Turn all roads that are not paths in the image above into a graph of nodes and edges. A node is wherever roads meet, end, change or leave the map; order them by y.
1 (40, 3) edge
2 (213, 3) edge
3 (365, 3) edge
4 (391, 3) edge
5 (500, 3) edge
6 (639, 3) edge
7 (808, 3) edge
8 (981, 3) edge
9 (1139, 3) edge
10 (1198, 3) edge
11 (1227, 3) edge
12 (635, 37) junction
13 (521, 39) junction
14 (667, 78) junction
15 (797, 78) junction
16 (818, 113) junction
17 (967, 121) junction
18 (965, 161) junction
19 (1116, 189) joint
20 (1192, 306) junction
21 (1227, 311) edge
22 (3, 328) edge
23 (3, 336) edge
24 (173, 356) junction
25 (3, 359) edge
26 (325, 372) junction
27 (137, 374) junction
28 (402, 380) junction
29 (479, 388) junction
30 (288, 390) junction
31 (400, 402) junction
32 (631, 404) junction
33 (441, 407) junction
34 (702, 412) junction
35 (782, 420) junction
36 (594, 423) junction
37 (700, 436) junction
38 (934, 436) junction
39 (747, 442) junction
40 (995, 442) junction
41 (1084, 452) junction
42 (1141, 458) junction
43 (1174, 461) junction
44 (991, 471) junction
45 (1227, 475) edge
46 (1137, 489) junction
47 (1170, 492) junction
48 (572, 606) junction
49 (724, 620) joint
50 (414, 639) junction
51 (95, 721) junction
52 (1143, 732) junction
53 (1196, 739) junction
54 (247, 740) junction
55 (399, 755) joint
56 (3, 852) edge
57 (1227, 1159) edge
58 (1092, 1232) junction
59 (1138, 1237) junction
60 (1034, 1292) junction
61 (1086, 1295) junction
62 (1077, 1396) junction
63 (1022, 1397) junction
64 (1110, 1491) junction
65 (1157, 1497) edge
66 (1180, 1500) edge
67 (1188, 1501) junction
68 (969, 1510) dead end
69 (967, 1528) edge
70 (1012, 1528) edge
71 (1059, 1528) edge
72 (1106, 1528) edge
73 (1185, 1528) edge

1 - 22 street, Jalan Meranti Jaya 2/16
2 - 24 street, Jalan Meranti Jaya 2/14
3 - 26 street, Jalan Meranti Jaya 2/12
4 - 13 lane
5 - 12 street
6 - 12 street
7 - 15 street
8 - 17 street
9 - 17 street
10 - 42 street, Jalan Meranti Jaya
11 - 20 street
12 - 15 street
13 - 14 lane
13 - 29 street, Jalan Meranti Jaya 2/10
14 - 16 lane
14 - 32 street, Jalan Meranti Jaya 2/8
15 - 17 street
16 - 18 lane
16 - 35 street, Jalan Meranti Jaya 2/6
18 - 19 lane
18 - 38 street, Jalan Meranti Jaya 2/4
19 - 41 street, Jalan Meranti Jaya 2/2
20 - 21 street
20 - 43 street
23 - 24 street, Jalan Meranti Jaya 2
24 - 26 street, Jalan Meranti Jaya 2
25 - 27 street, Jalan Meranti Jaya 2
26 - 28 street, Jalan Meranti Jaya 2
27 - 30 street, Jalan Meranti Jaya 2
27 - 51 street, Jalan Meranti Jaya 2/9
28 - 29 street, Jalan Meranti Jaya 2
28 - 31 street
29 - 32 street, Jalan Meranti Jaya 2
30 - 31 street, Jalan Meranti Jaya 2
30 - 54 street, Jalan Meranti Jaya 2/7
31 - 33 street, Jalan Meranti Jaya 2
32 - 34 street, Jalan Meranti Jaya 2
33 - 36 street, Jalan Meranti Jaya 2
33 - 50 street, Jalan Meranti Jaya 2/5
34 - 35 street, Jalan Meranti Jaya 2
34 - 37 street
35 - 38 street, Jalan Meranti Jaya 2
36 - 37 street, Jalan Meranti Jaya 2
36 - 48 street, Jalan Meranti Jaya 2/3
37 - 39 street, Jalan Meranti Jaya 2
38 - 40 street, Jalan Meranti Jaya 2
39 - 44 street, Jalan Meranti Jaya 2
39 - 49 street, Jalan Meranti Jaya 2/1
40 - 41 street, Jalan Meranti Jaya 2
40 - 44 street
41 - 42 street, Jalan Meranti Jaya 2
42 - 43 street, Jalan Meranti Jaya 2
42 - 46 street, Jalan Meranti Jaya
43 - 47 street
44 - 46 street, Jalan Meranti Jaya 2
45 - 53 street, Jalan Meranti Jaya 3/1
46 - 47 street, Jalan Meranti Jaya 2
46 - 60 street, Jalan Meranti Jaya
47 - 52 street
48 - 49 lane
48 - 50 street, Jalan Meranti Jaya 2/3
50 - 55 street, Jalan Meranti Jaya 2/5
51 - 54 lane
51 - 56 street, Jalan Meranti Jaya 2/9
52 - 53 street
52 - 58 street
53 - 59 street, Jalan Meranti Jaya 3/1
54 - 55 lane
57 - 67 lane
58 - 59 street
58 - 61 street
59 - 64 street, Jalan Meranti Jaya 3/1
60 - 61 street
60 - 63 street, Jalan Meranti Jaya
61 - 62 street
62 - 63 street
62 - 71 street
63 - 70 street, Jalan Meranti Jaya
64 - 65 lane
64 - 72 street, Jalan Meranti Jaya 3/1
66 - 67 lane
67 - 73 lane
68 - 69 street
========================================
◆ AIM OF THE EXERCISE
Your task is to return each line of the data above that contains the string "lane".

◆ RESPONSE BOX
4 - 13 lane
13 - 14 lane
14 - 16 lane
16 - 18 lane
18 - 19 lane
48 - 49 lane
51 - 54 lane
54 - 55 lane
57 - 67 lane
64 - 65 lane
66 - 67 lane
67 - 73 lane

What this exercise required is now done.